A história das dinastias políticas no país é antiga, remontando ao período colonial —caso de Orléans e Bragança, que ainda têm representante na Câmara dos Deputados (Luiz Philippe de Orléans e Bragança). Pesquisa do sociólogo Ricardo da Costa Oliveira, professor da UFPR, que estuda genealogias e nepotismo na política brasileira, mostra que mais de 70% do Congresso é dominado por parlamentares descendentes de políticos. A família Bolsonaro, porém, foi aonde poucos conseguiram. “Bolsonaro foi presidente, criou o bolsonarismo, tem filhos, mulher e ex-esposas atuantes. Temos famílias muito antigas e tradicionais, que remontam ao período colonial, mas, nesta década, a família Bolsonaro é a mais forte, ainda hoje na oposição”, afirma. Para ele, o sistema partidário e eleitoral beneficia os clãs com acesso a recursos e autonomia para destinar emendas às bases.
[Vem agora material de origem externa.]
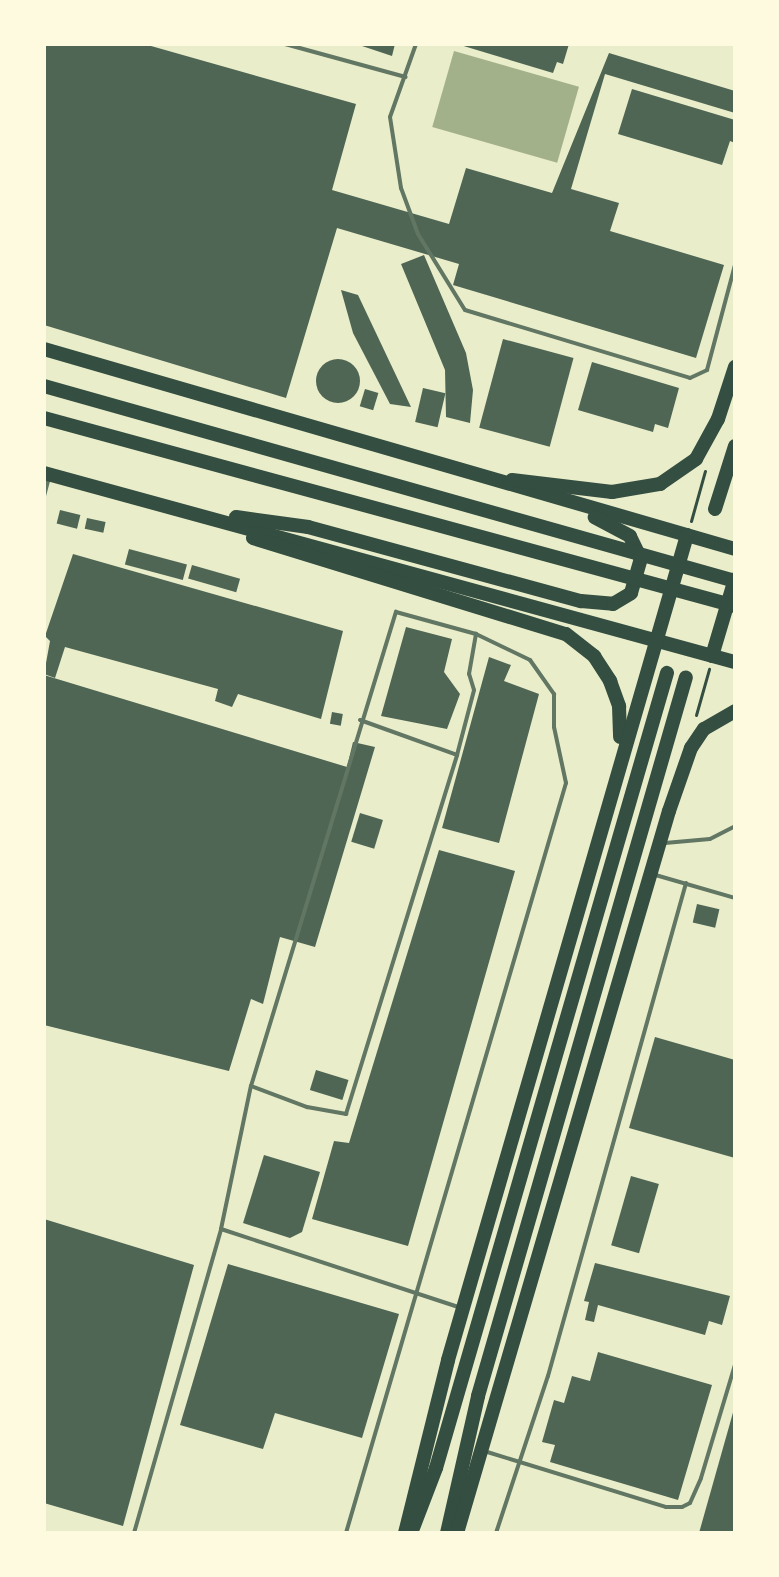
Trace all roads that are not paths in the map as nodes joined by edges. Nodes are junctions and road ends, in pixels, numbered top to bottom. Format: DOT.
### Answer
graph roads {
  1 [pos="285,44"];
  2 [pos="416,44"];
  3 [pos="406,77"];
  4 [pos="735,265"];
  5 [pos="44,349"];
  6 [pos="735,367"];
  7 [pos="44,386"];
  8 [pos="44,418"];
  9 [pos="735,446"];
  10 [pos="440,467"];
  11 [pos="47,474"];
  12 [pos="506,487"];
  13 [pos="44,496"];
  14 [pos="715,509"];
  15 [pos="180,510"];
  16 [pos="687,535"];
  17 [pos="735,549"];
  18 [pos="735,580"];
  19 [pos="735,606"];
  20 [pos="476,634"];
  21 [pos="655,638"];
  22 [pos="712,656"];
  23 [pos="735,662"];
  24 [pos="667,673"];
  25 [pos="686,677"];
  26 [pos="735,711"];
  27 [pos="360,720"];
  28 [pos="457,755"];
  29 [pos="615,769"];
  30 [pos="735,826"];
  31 [pos="659,844"];
  32 [pos="650,873"];
  33 [pos="686,883"];
  34 [pos="735,898"];
  35 [pos="251,1086"];
  36 [pos="221,1229"];
  37 [pos="418,1294"];
  38 [pos="463,1309"];
  39 [pos="735,1365"];
  40 [pos="484,1451"];
  41 [pos="520,1462"];
  42 [pos="134,1533"];
  43 [pos="346,1533"];
  44 [pos="405,1533"];
  45 [pos="411,1533"];
  46 [pos="447,1533"];
  47 [pos="457,1533"];
  48 [pos="496,1533"];
  1 -- 3 [label="lane"];
  2 -- 3 [label="lane"];
  3 -- 4 [label="lane"];
  5 -- 10 [label="main road"];
  6 -- 10 [label="main road"];
  7 -- 18 [label="main road"];
  8 -- 19 [label="main road"];
  9 -- 14 [label="main road"];
  10 -- 12 [label="main road"];
  11 -- 13 [label="lane"];
  11 -- 15 [label="main road"];
  12 -- 15 [label="main road"];
  12 -- 16 [label="main road"];
  15 -- 21 [label="main road"];
  15 -- 29 [label="main road"];
  16 -- 17 [label="main road"];
  16 -- 21 [label="main road"];
  18 -- 22 [label="main road"];
  20 -- 27 [label="lane"];
  20 -- 28 [label="lane"];
  20 -- 37 [label="lane"];
  21 -- 22 [label="main road"];
  21 -- 29 [label="main road"];
  22 -- 23 [label="main road"];
  24 -- 45 [label="main road"];
  25 -- 46 [label="main road"];
  26 -- 31 [label="main road"];
  27 -- 28 [label="lane"];
  27 -- 35 [label="lane"];
  28 -- 35 [label="lane"];
  29 -- 38 [label="main road"];
  30 -- 31 [label="lane"];
  31 -- 32 [label="main road"];
  32 -- 33 [label="lane"];
  32 -- 40 [label="main road"];
  33 -- 34 [label="lane"];
  33 -- 41 [label="lane"];
  35 -- 36 [label="lane"];
  36 -- 37 [label="lane"];
  36 -- 42 [label="lane"];
  37 -- 38 [label="lane"];
  37 -- 43 [label="lane"];
  38 -- 44 [label="main road"];
  39 -- 41 [label="lane"];
  40 -- 41 [label="lane"];
  40 -- 47 [label="main road"];
  41 -- 48 [label="lane"];
}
Embora tenham muitas características em comum, cada um dos filhos de Bolsonaro tem sua verve política. Flávio é considerado o melhor articulador, enquanto Eduardo é uma espécie de embaixador da direita brasileira no mundo. Já Carlos costuma falar publicamente apenas pela internet. Nos bastidores, porém, ele é um importante conselheiro político do pai, cuida das redes sociais do ex-presidente e é um membro respeitado da comunidade digital de direita. Poucos aliados se arriscam a falar dele, comentando suas atividades políticas ou projetos futuros. Mas o “pit bull”, que quebrou o protocolo e sentou-se no banco de trás do Rolls-Royce presidencial quando Bolsonaro desfilou na posse em 2019, poderá retornar a Brasília. Desta vez, o sonho é ser levado até lá pelos eleitores.